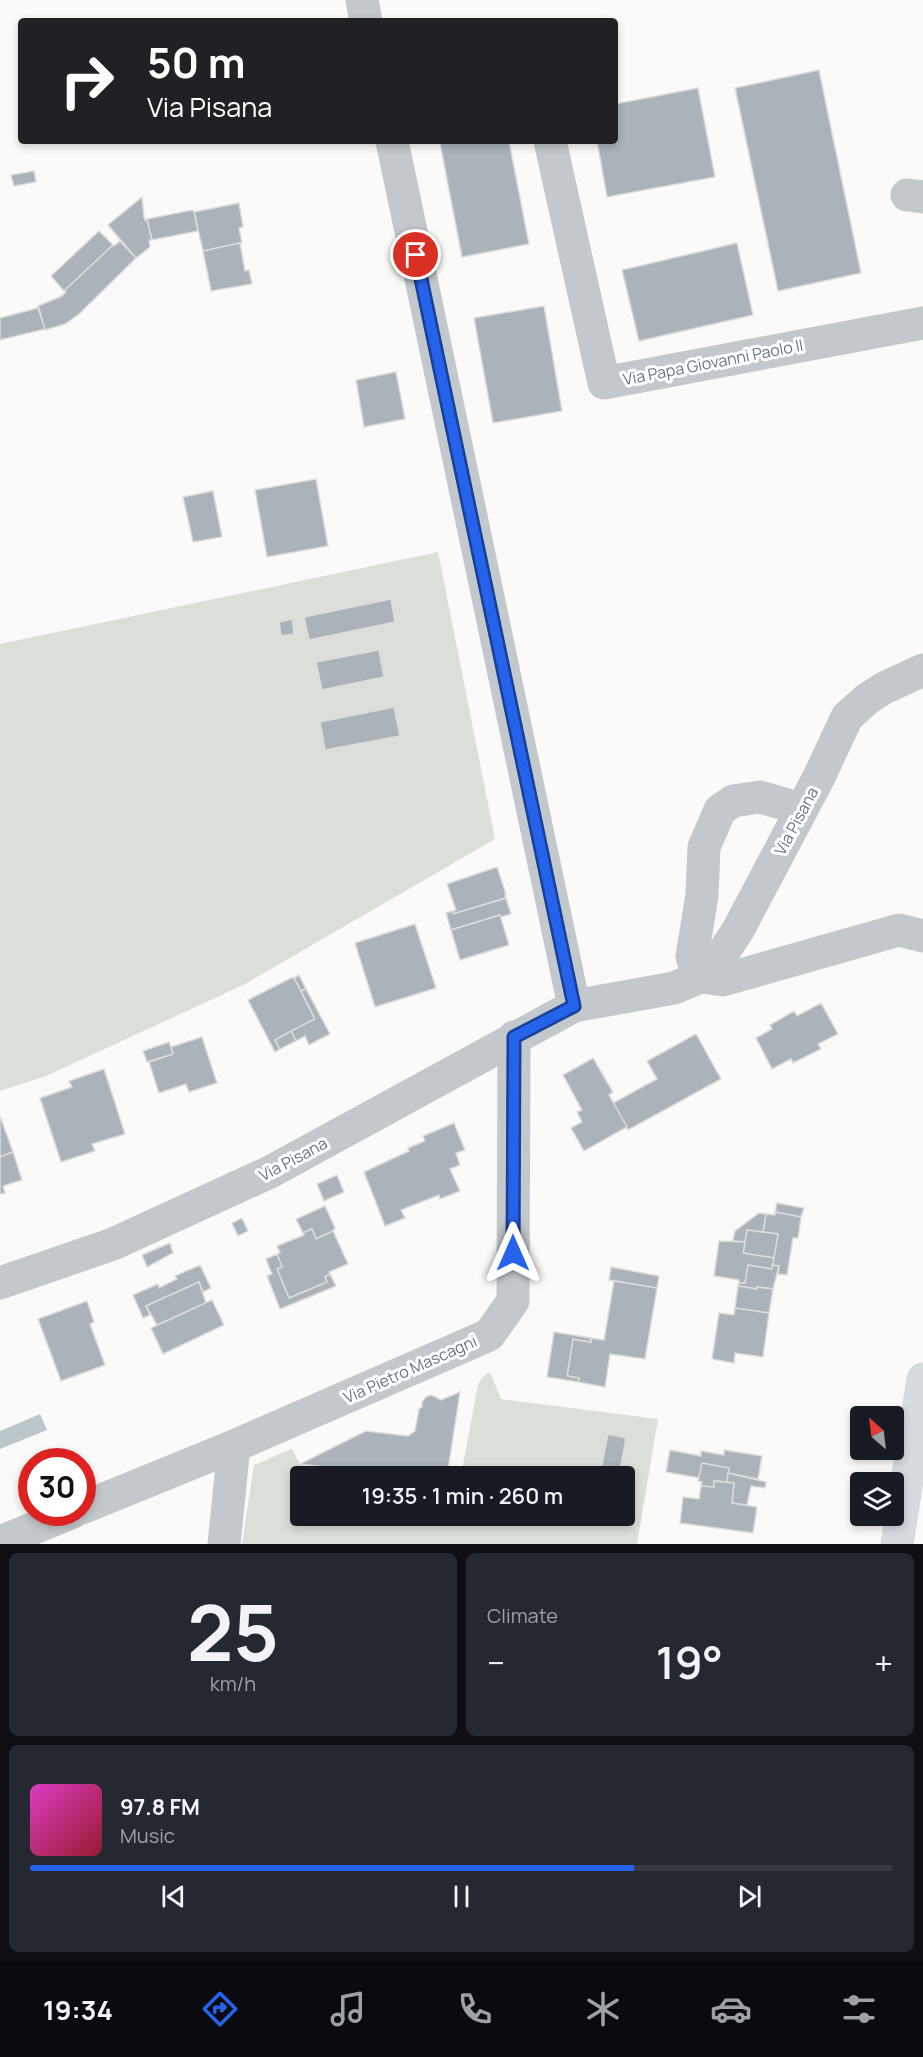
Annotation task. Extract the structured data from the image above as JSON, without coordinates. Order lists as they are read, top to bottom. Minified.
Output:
{"streets":{"street":["Via Papa Giovanni Paolo II","Via Pisana","Via Pietro Mascagni"]},"crossings":[["Via Pisana","Via Pietro Mascagni"]],"north":"top left","page":{"turn":["50 m","Via Pisana"],"limit":"30","trip":"19:35 · 1 min · 260 m","tile":[["25","km/h"],"Climate"],"heat":["−","19°","+"],"song":["97.8 FM","Music"],"tabs":"19:34"}}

- - - -

EXERCISE DETAILS - Give back the material above exactly, without pictures.

TASK RESPONSE -
Annotation task. Extract the structured data from the image above as JSON, without coordinates. Order lists as they are read, top to bottom. Minified.
Output:
{"streets":{"street":["Via Papa Giovanni Paolo II","Via Pisana","Via Pietro Mascagni"]},"crossings":[["Via Pisana","Via Pietro Mascagni"]],"north":"top left","page":{"turn":["50 m","Via Pisana"],"limit":"30","trip":"19:35 · 1 min · 260 m","tile":[["25","km/h"],"Climate"],"heat":["−","19°","+"],"song":["97.8 FM","Music"],"tabs":"19:34"}}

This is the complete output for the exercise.